Opinion: The power of connected schools

by William Ho07 Nov 2016

A technology-fuelled revolution is taking place in the education sector.

From tablets to Apple TV’s, to laptops and digital whiteboards, Australian students have access to ever more technology to aid learning. Videos providing insight into complex topics and interactive apps are now at teachers’ fingertips and homework submissions can be received at any time online. The classroom is now real and virtual, and active 24/7.

However, the benefits of this revolution can only be realised with the aid of decent network connections between devices. Having a high-performing Wi-Fi connection is especially important for Australian schools. The 2015 OECD report on Students, Computers and Learning found Australia to be leading the way in the use of internet within the classroom and the amount of time that students are spending using connected devices. This has been propelled by $2.4 billion of government investment and a broad acceptance of BYO device schemes.

Consider this: if you could connect with other schools online, virtual lessons could be conducted with students in another country to help pupils gain a different perspective, or even to assist with language learning. In other countries, subjects such as maths and economics are taught in students’ second language (normally English) to help those students learn two skills at the same time. There is no reason why this cannot happen in Australia: all that’s needed is good quality, high-speed smart Wi-Fi and the IT infrastructure already prevalent in schools.

This ‘connected education’ approach would be most beneficial to those students in rural or small communities where the number of qualified teachers is also declining. These understaffed schools sometimes do not have teachers with the required skills to foster interest and educate students on complex topics. Education partnerships could be set up between schools to tackle these issues and enable access to specialised skills or further learning capabilities.

So why isn’t this happening already? One problem is that schools generally have extremely complex Radio Frequency (RF) environments, making it difficult to provide reliable, fast wireless access across the entire campus. A high density of devices, old brick walls, and a lack of wired connections are a problem, along with schools using technology that is already out of date.

For example, most wireless hardware comes with omni-directional antennas which are extremely common and can be bought right off the shelf. The issue is that this type of antenna technology radiates RF equally through 360 degrees, without any ability to control the frequencies.

But overcoming this particular issue need not be an enormous task. Today’s smarter Wi-Fi connections can mitigate RF interference, provide the capacity to enable a high volume of connections and the capability to provide connectivity to wireless access points, without the expense of having to build new cable connections. Moreover, advances in antenna technology mean that the latest models can autonomously direct greater amount of RF towards active recipients.

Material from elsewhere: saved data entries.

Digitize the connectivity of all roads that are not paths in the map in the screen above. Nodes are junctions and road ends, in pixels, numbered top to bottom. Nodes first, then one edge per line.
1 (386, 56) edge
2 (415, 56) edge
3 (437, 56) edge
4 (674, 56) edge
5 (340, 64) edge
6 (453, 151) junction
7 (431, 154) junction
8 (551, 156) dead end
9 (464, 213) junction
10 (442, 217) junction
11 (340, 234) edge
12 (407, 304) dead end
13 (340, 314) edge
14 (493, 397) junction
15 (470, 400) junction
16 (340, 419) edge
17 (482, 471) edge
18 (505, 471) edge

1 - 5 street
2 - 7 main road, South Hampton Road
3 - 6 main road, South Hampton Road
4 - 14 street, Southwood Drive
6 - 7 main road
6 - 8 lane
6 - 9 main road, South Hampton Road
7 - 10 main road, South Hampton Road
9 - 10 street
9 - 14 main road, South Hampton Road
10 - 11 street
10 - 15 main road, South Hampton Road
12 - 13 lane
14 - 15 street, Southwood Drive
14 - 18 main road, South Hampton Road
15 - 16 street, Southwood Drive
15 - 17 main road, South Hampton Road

This allows the antenna directs fast, high quality Wi-Fi in the direction to active users rather than the full 360 degrees. When put into a classroom of 20 active devices, users will notice a considerable uptick in Wi-Fi speed and performance and allowing lessons to be more interactive.

In addition, schools should look to deploy wireless hardware that support ‘Wi-Fi meshing’, a technique that removes the need for extensive site surveys, cabling, configuration, and optimisation adjustments. Under a mesh network arrangement, each hub is just plugged into the nearest power source and connects with one another wirelessly. This alone could save schools tens of thousands of dollars each year.

By harnessing the latest smart Wi-Fi technology, schools can both provide students and teachers with the connectivity required for the ever evolving digital school environment and open doors for partnerships and collaboration between institutions - providing the best education for our students. Wi-Fi enables collaboration within the classroom, providing opportunities across for students and teachers alike, especially with STEM and language classes.

Bringing innovative technology into our schools requires investment in smart technology but ultimately this will provide better learning opportunities for Aussie kids. The use cases of smart technology in the classroom offers are truly endless. We are truly in the midst of an innovation revolution – and technology is essential to ensuring all Australian students benefit from it.
 
 
William Ho is the vice-president of APAC sales at Ruckus Wireless Inc, a manufacturer of Wi-Fi networking equipment for enterprises and service providers based on smart Wi-Fi-technology.